In this exercise, reproduce all the entries that follow exactly.

:::

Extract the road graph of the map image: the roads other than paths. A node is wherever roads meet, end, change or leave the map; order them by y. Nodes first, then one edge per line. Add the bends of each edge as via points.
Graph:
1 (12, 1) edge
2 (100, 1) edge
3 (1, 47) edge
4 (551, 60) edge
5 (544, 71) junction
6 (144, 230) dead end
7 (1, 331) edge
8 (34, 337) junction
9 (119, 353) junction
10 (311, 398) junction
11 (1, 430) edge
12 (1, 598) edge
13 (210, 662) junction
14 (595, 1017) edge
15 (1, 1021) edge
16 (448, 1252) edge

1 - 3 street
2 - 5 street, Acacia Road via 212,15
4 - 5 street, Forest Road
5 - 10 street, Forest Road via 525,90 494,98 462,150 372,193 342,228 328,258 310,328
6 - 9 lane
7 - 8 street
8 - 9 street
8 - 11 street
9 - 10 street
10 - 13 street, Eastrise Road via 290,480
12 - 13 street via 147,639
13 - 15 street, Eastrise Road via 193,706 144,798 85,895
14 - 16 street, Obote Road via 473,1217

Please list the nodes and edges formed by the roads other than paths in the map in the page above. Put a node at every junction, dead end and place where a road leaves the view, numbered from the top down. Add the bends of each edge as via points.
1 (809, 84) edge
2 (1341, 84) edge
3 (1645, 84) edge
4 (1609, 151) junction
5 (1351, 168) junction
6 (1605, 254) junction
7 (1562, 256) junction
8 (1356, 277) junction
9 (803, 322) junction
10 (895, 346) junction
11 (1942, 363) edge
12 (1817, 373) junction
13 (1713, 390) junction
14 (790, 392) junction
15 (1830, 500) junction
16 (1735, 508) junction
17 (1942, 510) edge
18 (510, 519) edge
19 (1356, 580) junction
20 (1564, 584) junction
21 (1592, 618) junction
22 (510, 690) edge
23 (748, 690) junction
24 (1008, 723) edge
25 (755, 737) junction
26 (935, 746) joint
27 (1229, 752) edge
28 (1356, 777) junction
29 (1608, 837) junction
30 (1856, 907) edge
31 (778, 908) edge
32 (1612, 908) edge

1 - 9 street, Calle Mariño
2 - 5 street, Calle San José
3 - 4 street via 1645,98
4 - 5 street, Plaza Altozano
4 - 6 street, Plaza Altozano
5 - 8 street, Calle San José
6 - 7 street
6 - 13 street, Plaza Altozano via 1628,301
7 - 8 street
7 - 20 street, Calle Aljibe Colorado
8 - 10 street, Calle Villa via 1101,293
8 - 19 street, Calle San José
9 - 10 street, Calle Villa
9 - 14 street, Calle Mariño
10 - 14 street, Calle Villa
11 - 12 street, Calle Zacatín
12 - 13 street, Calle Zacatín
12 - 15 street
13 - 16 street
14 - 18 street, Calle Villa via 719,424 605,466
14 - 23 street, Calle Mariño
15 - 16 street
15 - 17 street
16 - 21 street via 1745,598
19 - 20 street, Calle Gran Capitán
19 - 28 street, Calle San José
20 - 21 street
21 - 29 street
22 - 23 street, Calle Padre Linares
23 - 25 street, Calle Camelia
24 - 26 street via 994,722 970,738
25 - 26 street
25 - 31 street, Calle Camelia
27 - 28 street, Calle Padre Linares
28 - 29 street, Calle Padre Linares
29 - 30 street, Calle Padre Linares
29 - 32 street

:::

WRITTEN RESPONSE:
Extract the road graph of the map image: the roads other than paths. A node is wherever roads meet, end, change or leave the map; order them by y. Nodes first, then one edge per line. Add the bends of each edge as via points.
Graph:
1 (12, 1) edge
2 (100, 1) edge
3 (1, 47) edge
4 (551, 60) edge
5 (544, 71) junction
6 (144, 230) dead end
7 (1, 331) edge
8 (34, 337) junction
9 (119, 353) junction
10 (311, 398) junction
11 (1, 430) edge
12 (1, 598) edge
13 (210, 662) junction
14 (595, 1017) edge
15 (1, 1021) edge
16 (448, 1252) edge

1 - 3 street
2 - 5 street, Acacia Road via 212,15
4 - 5 street, Forest Road
5 - 10 street, Forest Road via 525,90 494,98 462,150 372,193 342,228 328,258 310,328
6 - 9 lane
7 - 8 street
8 - 9 street
8 - 11 street
9 - 10 street
10 - 13 street, Eastrise Road via 290,480
12 - 13 street via 147,639
13 - 15 street, Eastrise Road via 193,706 144,798 85,895
14 - 16 street, Obote Road via 473,1217

Please list the nodes and edges formed by the roads other than paths in the map in the page above. Put a node at every junction, dead end and place where a road leaves the view, numbered from the top down. Add the bends of each edge as via points.
1 (809, 84) edge
2 (1341, 84) edge
3 (1645, 84) edge
4 (1609, 151) junction
5 (1351, 168) junction
6 (1605, 254) junction
7 (1562, 256) junction
8 (1356, 277) junction
9 (803, 322) junction
10 (895, 346) junction
11 (1942, 363) edge
12 (1817, 373) junction
13 (1713, 390) junction
14 (790, 392) junction
15 (1830, 500) junction
16 (1735, 508) junction
17 (1942, 510) edge
18 (510, 519) edge
19 (1356, 580) junction
20 (1564, 584) junction
21 (1592, 618) junction
22 (510, 690) edge
23 (748, 690) junction
24 (1008, 723) edge
25 (755, 737) junction
26 (935, 746) joint
27 (1229, 752) edge
28 (1356, 777) junction
29 (1608, 837) junction
30 (1856, 907) edge
31 (778, 908) edge
32 (1612, 908) edge

1 - 9 street, Calle Mariño
2 - 5 street, Calle San José
3 - 4 street via 1645,98
4 - 5 street, Plaza Altozano
4 - 6 street, Plaza Altozano
5 - 8 street, Calle San José
6 - 7 street
6 - 13 street, Plaza Altozano via 1628,301
7 - 8 street
7 - 20 street, Calle Aljibe Colorado
8 - 10 street, Calle Villa via 1101,293
8 - 19 street, Calle San José
9 - 10 street, Calle Villa
9 - 14 street, Calle Mariño
10 - 14 street, Calle Villa
11 - 12 street, Calle Zacatín
12 - 13 street, Calle Zacatín
12 - 15 street
13 - 16 street
14 - 18 street, Calle Villa via 719,424 605,466
14 - 23 street, Calle Mariño
15 - 16 street
15 - 17 street
16 - 21 street via 1745,598
19 - 20 street, Calle Gran Capitán
19 - 28 street, Calle San José
20 - 21 street
21 - 29 street
22 - 23 street, Calle Padre Linares
23 - 25 street, Calle Camelia
24 - 26 street via 994,722 970,738
25 - 26 street
25 - 31 street, Calle Camelia
27 - 28 street, Calle Padre Linares
28 - 29 street, Calle Padre Linares
29 - 30 street, Calle Padre Linares
29 - 32 street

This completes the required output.